Wind speeds of up to 132 km/hour (82 mph) were registered at Cape Leeuwin, one of the state’s most south-westerly points early on Monday, the strongest May gusts in 15 years, according to the Australia Broadcasting Corp.
“Some wild weather has affected large parts of WA, causing widespread damage and large scale power outages. Please listen to the advice of emergency services and stay safe everyone,” Australian Prime Minister Scott Morrison said on social media.
Around 50,000 customers were without power on Monday due to storm-related outages, utility Western Power said, as the remnants of Cyclone Mangga hit a cold front and brought squalling rain and emergency level storm warnings to the south of the state.

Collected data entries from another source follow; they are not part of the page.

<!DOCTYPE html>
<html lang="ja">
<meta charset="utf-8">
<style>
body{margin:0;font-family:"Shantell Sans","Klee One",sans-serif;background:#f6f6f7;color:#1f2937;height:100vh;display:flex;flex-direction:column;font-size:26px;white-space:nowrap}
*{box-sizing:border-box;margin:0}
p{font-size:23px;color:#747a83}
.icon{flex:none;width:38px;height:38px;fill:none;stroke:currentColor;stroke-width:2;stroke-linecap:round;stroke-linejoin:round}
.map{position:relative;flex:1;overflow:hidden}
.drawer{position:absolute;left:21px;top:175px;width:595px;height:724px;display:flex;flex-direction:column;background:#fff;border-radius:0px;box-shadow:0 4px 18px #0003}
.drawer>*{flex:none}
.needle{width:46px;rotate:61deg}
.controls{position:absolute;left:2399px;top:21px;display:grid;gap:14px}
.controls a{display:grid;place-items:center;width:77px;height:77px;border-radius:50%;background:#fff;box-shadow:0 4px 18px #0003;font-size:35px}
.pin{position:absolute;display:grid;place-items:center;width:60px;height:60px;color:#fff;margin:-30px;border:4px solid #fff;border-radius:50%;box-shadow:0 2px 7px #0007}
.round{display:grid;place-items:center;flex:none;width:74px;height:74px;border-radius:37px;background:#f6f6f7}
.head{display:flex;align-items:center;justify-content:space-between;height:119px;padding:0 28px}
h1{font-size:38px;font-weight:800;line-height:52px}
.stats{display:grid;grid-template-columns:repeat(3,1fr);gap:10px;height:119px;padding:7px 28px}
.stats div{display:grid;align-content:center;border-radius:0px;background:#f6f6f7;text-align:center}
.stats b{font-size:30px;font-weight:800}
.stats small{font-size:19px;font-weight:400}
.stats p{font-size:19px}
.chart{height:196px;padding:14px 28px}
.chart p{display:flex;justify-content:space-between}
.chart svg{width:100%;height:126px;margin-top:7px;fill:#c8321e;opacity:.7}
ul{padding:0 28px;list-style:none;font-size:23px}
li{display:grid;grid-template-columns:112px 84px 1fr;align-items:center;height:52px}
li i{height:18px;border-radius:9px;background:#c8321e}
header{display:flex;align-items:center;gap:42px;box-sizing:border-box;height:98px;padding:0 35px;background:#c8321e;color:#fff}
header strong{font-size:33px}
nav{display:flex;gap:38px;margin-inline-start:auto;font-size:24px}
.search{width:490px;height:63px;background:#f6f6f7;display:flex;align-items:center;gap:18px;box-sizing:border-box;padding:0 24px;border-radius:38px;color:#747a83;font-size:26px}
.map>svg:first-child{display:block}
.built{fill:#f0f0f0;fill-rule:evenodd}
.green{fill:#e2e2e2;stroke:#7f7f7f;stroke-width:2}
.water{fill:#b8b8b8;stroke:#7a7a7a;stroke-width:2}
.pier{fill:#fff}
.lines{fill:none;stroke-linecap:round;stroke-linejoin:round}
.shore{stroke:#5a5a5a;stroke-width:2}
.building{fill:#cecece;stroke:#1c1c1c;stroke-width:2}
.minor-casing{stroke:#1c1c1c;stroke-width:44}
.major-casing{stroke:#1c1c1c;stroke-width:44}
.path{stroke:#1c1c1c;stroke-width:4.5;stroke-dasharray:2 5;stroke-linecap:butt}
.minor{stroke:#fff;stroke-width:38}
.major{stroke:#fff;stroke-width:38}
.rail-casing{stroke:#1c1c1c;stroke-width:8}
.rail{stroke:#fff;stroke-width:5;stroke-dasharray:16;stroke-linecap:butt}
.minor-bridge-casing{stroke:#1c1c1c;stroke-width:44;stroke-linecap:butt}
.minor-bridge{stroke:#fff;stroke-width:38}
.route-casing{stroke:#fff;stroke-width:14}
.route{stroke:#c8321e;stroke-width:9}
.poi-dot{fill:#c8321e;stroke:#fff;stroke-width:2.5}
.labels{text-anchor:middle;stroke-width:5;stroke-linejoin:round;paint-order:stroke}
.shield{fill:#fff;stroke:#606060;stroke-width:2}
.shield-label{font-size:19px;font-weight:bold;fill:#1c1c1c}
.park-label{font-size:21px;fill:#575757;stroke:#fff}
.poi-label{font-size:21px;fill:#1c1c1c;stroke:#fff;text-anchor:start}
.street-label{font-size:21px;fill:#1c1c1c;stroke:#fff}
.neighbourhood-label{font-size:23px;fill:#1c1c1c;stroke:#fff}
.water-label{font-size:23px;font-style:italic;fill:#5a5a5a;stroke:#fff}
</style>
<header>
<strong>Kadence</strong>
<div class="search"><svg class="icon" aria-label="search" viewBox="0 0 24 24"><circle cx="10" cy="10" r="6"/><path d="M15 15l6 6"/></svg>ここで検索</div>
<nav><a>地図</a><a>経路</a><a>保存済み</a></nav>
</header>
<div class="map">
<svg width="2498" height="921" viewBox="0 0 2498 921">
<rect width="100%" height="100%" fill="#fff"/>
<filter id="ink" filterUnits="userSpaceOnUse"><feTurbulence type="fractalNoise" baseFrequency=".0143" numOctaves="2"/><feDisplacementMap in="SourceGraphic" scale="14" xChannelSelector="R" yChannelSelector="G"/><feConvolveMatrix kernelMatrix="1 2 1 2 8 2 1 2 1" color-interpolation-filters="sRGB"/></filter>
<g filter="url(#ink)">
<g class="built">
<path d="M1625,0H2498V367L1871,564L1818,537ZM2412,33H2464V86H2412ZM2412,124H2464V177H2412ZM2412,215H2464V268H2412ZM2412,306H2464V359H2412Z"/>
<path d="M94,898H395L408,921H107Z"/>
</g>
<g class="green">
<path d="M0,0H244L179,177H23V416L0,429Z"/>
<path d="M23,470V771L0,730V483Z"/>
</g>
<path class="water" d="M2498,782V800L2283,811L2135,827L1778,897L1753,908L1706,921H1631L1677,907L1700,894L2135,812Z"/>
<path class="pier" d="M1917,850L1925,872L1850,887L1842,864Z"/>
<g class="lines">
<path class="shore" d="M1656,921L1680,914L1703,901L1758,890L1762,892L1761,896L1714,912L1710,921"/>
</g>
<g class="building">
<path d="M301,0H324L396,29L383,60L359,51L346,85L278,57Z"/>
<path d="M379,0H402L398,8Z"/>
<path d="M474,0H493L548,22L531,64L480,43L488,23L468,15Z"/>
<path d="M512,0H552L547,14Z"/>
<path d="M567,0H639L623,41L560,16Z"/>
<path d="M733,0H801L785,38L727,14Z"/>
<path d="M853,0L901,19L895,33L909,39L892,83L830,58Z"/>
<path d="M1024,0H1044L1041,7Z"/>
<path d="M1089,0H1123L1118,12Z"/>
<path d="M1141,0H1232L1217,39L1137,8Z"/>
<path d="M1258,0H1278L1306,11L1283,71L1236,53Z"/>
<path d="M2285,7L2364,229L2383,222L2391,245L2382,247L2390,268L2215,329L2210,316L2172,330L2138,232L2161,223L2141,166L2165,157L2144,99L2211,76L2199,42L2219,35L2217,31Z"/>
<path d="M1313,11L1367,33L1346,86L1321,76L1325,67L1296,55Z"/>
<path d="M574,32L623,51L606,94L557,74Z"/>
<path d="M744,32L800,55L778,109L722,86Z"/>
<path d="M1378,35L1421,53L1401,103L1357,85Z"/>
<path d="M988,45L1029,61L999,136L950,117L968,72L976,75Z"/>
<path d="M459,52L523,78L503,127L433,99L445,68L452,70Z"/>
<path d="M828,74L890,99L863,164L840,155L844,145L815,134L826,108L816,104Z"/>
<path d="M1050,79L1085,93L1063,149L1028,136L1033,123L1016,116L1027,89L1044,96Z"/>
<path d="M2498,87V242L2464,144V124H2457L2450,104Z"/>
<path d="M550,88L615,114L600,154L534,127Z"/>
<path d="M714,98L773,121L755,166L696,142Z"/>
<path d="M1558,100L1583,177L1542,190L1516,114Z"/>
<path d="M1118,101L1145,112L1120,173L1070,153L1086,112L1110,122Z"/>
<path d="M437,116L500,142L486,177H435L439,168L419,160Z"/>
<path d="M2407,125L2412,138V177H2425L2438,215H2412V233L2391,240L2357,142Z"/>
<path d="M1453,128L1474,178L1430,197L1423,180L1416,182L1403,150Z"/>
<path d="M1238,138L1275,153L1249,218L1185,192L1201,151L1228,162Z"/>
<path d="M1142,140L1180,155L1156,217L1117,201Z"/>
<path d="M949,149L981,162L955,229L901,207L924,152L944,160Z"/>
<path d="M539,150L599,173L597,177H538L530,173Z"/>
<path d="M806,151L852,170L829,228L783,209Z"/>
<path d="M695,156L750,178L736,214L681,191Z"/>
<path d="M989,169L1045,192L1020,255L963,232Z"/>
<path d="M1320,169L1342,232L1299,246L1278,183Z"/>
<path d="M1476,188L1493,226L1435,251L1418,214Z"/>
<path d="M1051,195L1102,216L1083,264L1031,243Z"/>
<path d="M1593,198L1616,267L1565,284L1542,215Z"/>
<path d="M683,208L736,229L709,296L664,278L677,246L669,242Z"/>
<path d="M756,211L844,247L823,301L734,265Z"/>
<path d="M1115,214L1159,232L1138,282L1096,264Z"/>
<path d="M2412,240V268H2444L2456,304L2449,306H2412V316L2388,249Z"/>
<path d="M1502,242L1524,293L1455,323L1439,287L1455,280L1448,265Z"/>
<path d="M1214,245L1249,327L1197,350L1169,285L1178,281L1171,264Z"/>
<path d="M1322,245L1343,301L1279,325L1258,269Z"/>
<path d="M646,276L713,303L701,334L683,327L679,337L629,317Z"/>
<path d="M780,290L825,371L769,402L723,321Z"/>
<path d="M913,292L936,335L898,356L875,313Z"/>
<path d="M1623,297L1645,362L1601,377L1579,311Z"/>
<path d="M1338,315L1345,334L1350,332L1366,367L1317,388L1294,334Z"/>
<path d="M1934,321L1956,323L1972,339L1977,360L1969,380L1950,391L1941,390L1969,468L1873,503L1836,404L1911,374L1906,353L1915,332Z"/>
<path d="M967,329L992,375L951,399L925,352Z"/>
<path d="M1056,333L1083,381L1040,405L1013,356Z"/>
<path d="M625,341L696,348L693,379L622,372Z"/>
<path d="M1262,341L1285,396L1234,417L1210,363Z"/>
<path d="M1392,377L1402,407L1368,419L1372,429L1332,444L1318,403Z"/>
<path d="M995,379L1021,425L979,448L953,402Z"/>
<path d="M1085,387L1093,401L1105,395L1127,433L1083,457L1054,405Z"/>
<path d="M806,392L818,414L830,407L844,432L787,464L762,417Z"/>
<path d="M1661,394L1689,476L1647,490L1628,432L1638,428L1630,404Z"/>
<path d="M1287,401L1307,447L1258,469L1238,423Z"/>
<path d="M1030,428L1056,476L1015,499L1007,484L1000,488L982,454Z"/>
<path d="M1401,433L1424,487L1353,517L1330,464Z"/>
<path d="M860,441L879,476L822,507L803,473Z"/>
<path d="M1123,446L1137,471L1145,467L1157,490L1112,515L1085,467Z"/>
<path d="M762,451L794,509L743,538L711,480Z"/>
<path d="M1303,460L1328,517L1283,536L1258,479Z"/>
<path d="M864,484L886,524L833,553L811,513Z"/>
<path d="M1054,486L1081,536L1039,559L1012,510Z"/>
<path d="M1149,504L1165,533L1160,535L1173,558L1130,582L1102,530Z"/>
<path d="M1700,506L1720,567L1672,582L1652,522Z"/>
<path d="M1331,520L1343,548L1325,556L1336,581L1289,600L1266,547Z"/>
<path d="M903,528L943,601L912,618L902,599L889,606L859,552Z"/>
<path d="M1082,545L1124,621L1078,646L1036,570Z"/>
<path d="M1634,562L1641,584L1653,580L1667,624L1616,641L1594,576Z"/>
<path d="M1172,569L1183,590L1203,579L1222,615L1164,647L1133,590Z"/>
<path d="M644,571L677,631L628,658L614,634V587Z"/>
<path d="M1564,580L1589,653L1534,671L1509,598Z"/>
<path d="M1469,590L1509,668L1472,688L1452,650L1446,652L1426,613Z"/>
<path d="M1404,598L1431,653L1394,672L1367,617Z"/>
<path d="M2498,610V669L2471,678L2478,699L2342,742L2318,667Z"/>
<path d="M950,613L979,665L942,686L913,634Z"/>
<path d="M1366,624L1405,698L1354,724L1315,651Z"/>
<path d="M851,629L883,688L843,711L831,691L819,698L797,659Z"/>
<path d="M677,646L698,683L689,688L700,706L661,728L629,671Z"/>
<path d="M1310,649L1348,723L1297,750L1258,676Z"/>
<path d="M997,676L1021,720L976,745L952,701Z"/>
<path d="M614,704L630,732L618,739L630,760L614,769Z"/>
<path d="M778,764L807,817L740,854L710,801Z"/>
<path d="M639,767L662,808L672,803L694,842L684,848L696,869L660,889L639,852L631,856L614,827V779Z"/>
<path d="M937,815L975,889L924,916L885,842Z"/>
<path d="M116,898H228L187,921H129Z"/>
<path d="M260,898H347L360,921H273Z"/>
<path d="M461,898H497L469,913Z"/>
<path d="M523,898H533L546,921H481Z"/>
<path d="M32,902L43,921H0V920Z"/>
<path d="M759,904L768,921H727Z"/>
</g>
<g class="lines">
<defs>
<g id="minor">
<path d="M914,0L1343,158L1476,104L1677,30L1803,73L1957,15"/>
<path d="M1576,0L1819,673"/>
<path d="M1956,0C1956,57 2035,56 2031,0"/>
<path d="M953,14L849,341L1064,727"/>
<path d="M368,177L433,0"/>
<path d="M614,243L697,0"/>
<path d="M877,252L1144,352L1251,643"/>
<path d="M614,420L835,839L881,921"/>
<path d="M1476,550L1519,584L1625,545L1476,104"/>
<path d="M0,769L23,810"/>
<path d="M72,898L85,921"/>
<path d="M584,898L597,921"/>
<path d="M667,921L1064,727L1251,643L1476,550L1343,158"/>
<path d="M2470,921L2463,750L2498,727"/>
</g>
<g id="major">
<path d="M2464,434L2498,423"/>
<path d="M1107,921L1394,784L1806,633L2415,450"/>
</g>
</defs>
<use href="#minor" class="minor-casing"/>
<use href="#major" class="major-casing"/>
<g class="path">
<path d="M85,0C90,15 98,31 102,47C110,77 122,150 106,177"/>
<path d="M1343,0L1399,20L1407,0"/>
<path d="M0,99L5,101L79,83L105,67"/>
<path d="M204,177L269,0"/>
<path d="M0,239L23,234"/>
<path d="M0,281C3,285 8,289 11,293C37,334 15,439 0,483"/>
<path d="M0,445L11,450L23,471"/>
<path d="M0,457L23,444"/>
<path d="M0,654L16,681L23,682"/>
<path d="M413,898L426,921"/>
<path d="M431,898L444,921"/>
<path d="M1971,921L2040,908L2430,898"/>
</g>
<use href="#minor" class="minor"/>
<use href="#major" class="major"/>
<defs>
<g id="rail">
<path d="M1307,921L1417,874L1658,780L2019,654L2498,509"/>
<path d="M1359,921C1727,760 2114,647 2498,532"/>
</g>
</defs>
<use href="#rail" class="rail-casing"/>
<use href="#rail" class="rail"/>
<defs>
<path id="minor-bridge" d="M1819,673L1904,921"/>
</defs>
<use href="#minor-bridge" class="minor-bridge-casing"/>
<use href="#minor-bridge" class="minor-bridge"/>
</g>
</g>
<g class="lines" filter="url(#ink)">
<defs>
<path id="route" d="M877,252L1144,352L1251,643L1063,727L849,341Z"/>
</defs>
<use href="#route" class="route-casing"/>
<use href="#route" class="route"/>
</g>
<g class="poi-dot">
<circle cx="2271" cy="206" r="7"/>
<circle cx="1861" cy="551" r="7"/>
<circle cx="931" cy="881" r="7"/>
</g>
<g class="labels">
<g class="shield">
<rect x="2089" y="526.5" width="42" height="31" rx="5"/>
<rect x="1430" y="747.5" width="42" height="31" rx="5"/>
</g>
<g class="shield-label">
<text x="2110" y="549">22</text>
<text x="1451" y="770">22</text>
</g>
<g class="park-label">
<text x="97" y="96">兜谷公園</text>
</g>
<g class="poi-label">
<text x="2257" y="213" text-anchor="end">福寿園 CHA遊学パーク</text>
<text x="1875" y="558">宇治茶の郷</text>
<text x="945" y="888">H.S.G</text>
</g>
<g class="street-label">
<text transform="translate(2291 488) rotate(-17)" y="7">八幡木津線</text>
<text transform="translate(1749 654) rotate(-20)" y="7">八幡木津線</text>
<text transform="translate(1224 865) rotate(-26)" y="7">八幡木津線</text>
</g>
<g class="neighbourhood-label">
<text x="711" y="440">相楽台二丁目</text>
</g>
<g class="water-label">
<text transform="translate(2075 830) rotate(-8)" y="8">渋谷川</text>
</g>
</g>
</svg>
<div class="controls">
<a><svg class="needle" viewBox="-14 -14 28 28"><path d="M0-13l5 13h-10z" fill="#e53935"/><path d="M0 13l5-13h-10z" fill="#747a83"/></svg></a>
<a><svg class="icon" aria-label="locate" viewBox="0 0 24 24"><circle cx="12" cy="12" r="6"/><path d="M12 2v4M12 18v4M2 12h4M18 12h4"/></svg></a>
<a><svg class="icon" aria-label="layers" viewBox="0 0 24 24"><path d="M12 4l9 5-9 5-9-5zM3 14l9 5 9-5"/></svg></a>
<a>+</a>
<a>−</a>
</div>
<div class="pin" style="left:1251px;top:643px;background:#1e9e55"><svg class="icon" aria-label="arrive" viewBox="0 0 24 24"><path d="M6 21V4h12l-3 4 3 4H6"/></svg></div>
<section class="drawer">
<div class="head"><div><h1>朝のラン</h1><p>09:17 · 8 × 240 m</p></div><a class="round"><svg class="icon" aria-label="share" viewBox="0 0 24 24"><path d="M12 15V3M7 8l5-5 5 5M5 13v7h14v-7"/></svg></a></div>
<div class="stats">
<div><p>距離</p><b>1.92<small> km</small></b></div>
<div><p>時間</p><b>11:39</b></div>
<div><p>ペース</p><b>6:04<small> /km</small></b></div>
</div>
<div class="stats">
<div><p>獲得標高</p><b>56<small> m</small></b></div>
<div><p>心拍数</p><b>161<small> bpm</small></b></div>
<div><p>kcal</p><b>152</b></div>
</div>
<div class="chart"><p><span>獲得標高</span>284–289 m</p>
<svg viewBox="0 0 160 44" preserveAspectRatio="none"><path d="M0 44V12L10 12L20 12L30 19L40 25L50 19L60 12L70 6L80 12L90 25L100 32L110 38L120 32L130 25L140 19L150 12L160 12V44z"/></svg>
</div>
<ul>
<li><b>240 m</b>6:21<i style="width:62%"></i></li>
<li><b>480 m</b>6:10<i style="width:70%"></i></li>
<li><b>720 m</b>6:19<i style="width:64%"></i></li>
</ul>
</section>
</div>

“New damage from the windborne debris has meant the overall number of impacted homes and businesses remains high,” it said on Twitter.
More than 390 calls for assistance were made to the state’s emergency services since Sunday, mostly from the Perth metropolitan area, the Department of Fire and Emergency Services Chief Superintendent Danny Mosconi told ABC Radio.
Pilbara Ports Authority said port operations in the Pilbara had not been affected, but elevated swell led to some minor shipping schedule changes at the Port of Dampier, which is used by Rio Tinto.
The biggest oil and gas operators in WA, Chevron Corp, Woodside Petroleum and Santos, said there was no impact on their operations in the minerals-rich state.
BHP Group said their was no major impact to its operations. Rio Tinto Ltd declined to comment.